Moreover, Alcañiz and Anguera-Torrell (2022) have stated that check-in practices affect guests’ satisfaction in the context of vacation rental management companies. We can suppose that check-in is a topic recurrent in the reviews, and it can impact negatively for two reasons: firstly, the absence of contact in a crucial moment of the tourism experience; secondly, a non-adequate check-in time. The host should have a direct contact with the host and to be flexible with respect to the time.

5 Conclusions

The present study aimed to estimate the negative sentiment of the Airbnb accommodation located in Rome in specific domains defined by geographical areas and with respect to the presence of hosts and Superhosts. Since Airbnb reviews are, in most cases, positive, we tried to estimate the negative sentiment for areas where the negative reviews are few or totally absent. Moreover, we tried to comprehend which kinds of topics can influence the negative reviews and if differences exist between hosts and Superhosts, and with respect to the location of the accommodation. To reach this aim, we combined different methodologies: sentiment analysis, topic modeling, and SAE.

To our knowledge, this is the first study where SAE methodology is used to estimate the negative guests’ sentiments and the topics that can impact the Airbnb experience. From a theoretical point of view, the use of MERF has greatly reduced the uncertainty of the negative sentiment as measured by the coefficient of variation.

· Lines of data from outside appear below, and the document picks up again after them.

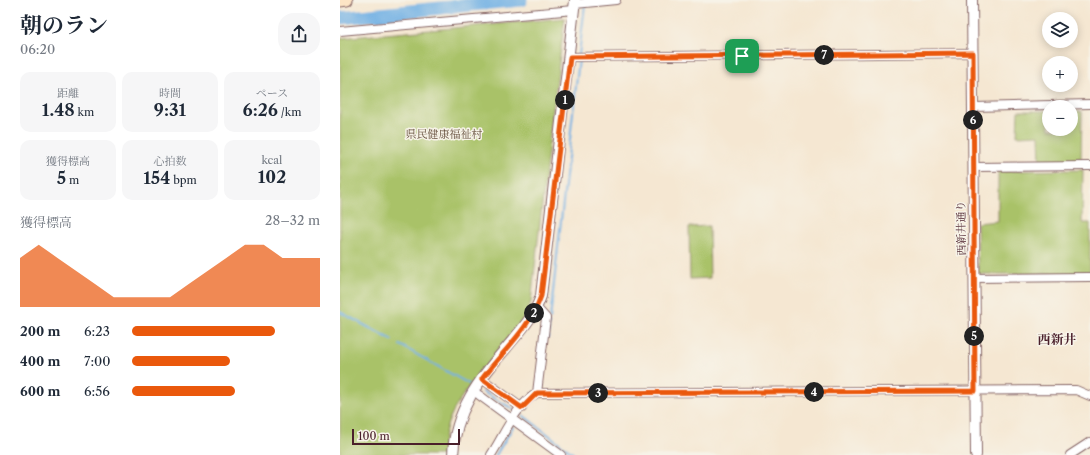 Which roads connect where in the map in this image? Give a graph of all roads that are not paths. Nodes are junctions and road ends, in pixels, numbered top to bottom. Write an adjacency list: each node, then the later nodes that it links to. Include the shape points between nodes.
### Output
1 (347, 0): 4 (main road)
2 (616, 0): 5 (street)
3 (972, 0): 7 (street, 西新井通り)
4 (340, 1)
5 (575, 4): 6 (street); 8 (street)
6 (340, 31)
7 (973, 53): 8 (street); 10 (street, 西新井通り)
8 (570, 57): 15 (street, via 543,281)
9 (1090, 104): 10 (street)
10 (974, 107): 12 (street, 西新井通り)
11 (1090, 166): 12 (street)
12 (973, 167): 14 (street, 西新井通り)
13 (1090, 277): 14 (street)
14 (974, 278): 17 (street, 西新井通り)
15 (536, 308): 16 (street, via 530,320); 18 (street, via 546,318)
16 (482, 379): 21 (street); 24 (street, via 460,414)
17 (975, 391): 18 (street); 20 (street, via 1076,390); 27 (street, 西新井通り)
18 (537, 393): 21 (street)
19 (479, 395): 22 (street)
20 (1090, 396)
21 (522, 408): 22 (street)
22 (512, 419): 25 (street); 26 (street)
23 (1090, 442): 28 (street)
24 (453, 455)
25 (491, 455)
26 (561, 455)
27 (976, 455)
28 (1070, 455)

From the managerial point of view, the analysis suggests which topics are relevant in negative reviews. Consequently, it guides the hosts in the identification of the elements that should be improved results in terms of sentiment. The topics with the higher probability are related to the services and the cleanliness. These two aspects are crucial in the Airbnb experience and should be improved to reach the best results in the reviews. Other aspects as the check-in and the presence of an elevator are less mentioned, but it should be important to consider them to offer a better service.

Moreover, the results confirm how the effort made to become a Superhost gives positive results in terms of sentiment. The host should work to obtain the Airbnb badge because it gives a major possibility to reach the best results in terms of guest sentiment. Finally, some domains should work to overcome objective limitations generated for instance by the distance to the center.

This paper presents some limitations. Firstly, we have applied the model considering only one city. It can be interesting to replicate the analysis on different cities in order to comprehend if the model can be useful in estimating the negative sentiment of Airbnb accommodation. Secondly, we focused on the Airbnb phenomenon, but it can be interesting to replicate the analysis for other tourism facilities or other kinds of services.